Remaining gaps before v1.0 (M9): handler tests for jobs/notifications/policies/issuers/targets, negative-path integration tests, scheduler loop tests, connector error handling tests, and CI coverage gates.
**Handler layer tests** (`internal/api/handler/*_test.go`) — 119 test functions across 7 files using Go's `httptest` package. Every handler file has a corresponding test file: certificates (20 tests), agents (20 tests), jobs (14 tests), notifications (11 tests), policies (15 tests), issuers (15 tests), and targets (14 tests). Each test file follows the same pattern: a mock service struct with function fields, `httptest.NewRecorder` for capturing responses, and a shared `contextWithRequestID()` helper. Tests cover the happy path, input validation (missing fields, invalid JSON, empty IDs), error propagation from the service layer, method-not-allowed responses, and pagination parameters.
**Integration tests** (`internal/integration/`) — Two test files exercising the full stack from HTTP request through router, handler, service, and postgres repository layers. `lifecycle_test.go` has 11 subtests covering the complete certificate lifecycle: team/owner creation, certificate creation, issuer verification, renewal trigger, job verification, agent registration, CSR submission, deployment, and status reporting. `negative_test.go` has 12 subtests covering error paths: nonexistent resource lookups (404s), invalid request bodies (malformed JSON, missing required fields), invalid CSR submission, heartbeat for nonexistent agents, wrong HTTP methods on list endpoints, empty list responses, renewal on nonexistent certificates, and expired certificate lifecycle. Both use a shared `setupTestServer()` that builds a fully-wired server with real postgres repositories and the Local CA issuer connector.

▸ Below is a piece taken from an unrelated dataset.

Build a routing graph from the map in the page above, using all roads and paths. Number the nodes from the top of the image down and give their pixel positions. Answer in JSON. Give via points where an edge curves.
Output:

**CI pipeline** (`.github/workflows/ci.yml`) — Two parallel jobs: Go (build, vet, test with `-race` and coverage, coverage threshold enforcement) and Frontend (TypeScript type check, Vite production build). The Go job runs all tests with `-coverprofile`, then enforces coverage thresholds: service layer must be at least 30% (current: ~34%) and handler layer must be at least 50% (current: ~61%). These thresholds act as regression floors — they can only go up. The service layer threshold is deliberately lower because much of the service code depends on postgres repositories and external connectors that require real infrastructure to test meaningfully. Connector tests are included via `./internal/connector/issuer/local/...` (the Local CA package, which has unit tests for certificate signing logic).

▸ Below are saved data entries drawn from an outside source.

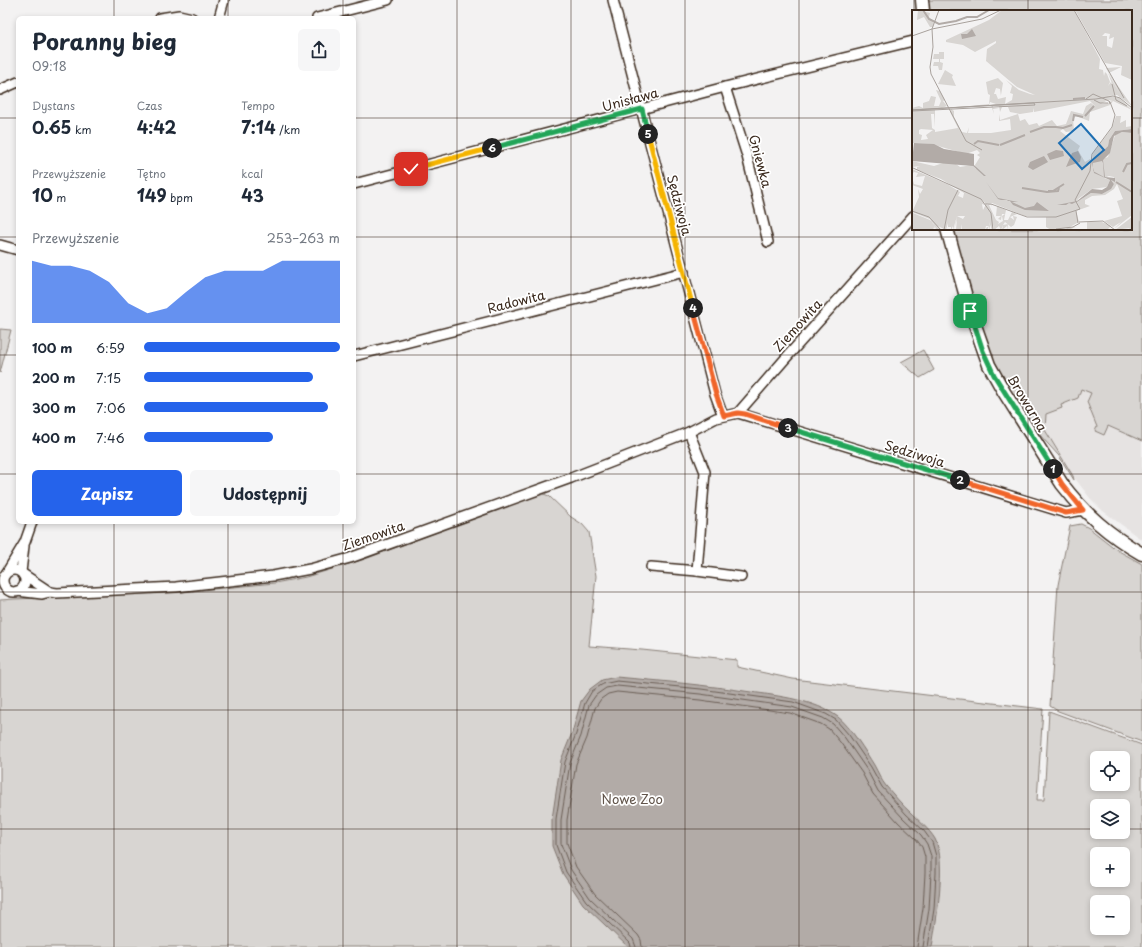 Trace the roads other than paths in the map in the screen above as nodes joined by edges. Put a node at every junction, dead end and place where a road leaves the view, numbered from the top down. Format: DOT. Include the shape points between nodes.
graph roads {
  1 [pos="224,0"];
  2 [pos="388,0"];
  3 [pos="613,0"];
  4 [pos="922,0"];
  5 [pos="923,10"];
  6 [pos="173,16"];
  7 [pos="183,16"];
  8 [pos="220,16"];
  9 [pos="325,16"];
  10 [pos="912,41"];
  11 [pos="16,83"];
  12 [pos="725,88"];
  13 [pos="0,90"];
  14 [pos="642,109"];
  15 [pos="356,183"];
  16 [pos="912,217"];
  17 [pos="946,230"];
  18 [pos="768,242"];
  19 [pos="0,245"];
  20 [pos="16,249"];
  21 [pos="684,272"];
  22 [pos="356,355"];
  23 [pos="738,413"];
  24 [pos="724,416"];
  25 [pos="689,432"];
  26 [pos="1083,510"];
  27 [pos="31,524"];
  28 [pos="24,542"];
  29 [pos="1142,554"];
  30 [pos="651,567"];
  31 [pos="697,571"];
  32 [pos="22,573"];
  33 [pos="741,577"];
  34 [pos="4,578"];
  35 [pos="15,592"];
  36 [pos="50,592"];
  37 [pos="0,596"];
  1 -- 8 [label="street"];
  2 -- 9 [label="street"];
  3 -- 14 [label="street, Sędziwoja"];
  4 -- 5 [label="street"];
  6 -- 7 [label="street"];
  10 -- 12 [label="street, Unisława"];
  11 -- 13 [label="street"];
  12 -- 14 [label="street, Unisława"];
  12 -- 18 [label="street, Gniewka" via="747,156"];
  14 -- 15 [label="street, Unisława"];
  14 -- 21 [label="street, Sędziwoja"];
  16 -- 23 [label="street, Ziemowita"];
  17 -- 26 [label="street, Browarna" via="970,311 989,364 1062,484"];
  19 -- 20 [label="street"];
  21 -- 22 [label="street, Radowita"];
  21 -- 24 [label="street, Sędziwoja"];
  23 -- 24 [label="street, Ziemowita"];
  23 -- 26 [label="street, Sędziwoja" via="1037,505 1066,513"];
  24 -- 25 [label="street, Ziemowita"];
  25 -- 31 [label="street" via="705,472"];
  25 -- 36 [label="street, Ziemowita" via="571,478 350,558 310,569 273,576 176,587 57,594"];
  26 -- 29 [label="street, Browarna" via="1109,533"];
  27 -- 28 [label="street"];
  28 -- 32 [label="street"];
  28 -- 34 [label="street"];
  30 -- 31 [label="street"];
  31 -- 33 [label="street"];
  32 -- 34 [label="street" via="14,570"];
  32 -- 35 [label="street" via="24,586"];
  32 -- 36 [label="street"];
  34 -- 35 [label="street" via="6,588"];
  35 -- 36 [label="street, Ziemowita"];
  35 -- 37 [label="street, Ziemowita"];
}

**What's not tested and why:** Postgres repository implementations (`internal/repository/postgres/`) require a real database and are tested only through integration tests, not unit tests. Target connectors (NGINX, F5, IIS) depend on real infrastructure or complex mocks. Scheduler loops are time-dependent and tested manually during development. The ACME connector requires a real ACME server (tested manually against Let's Encrypt staging). These are all candidates for future expansion as the test infrastructure matures.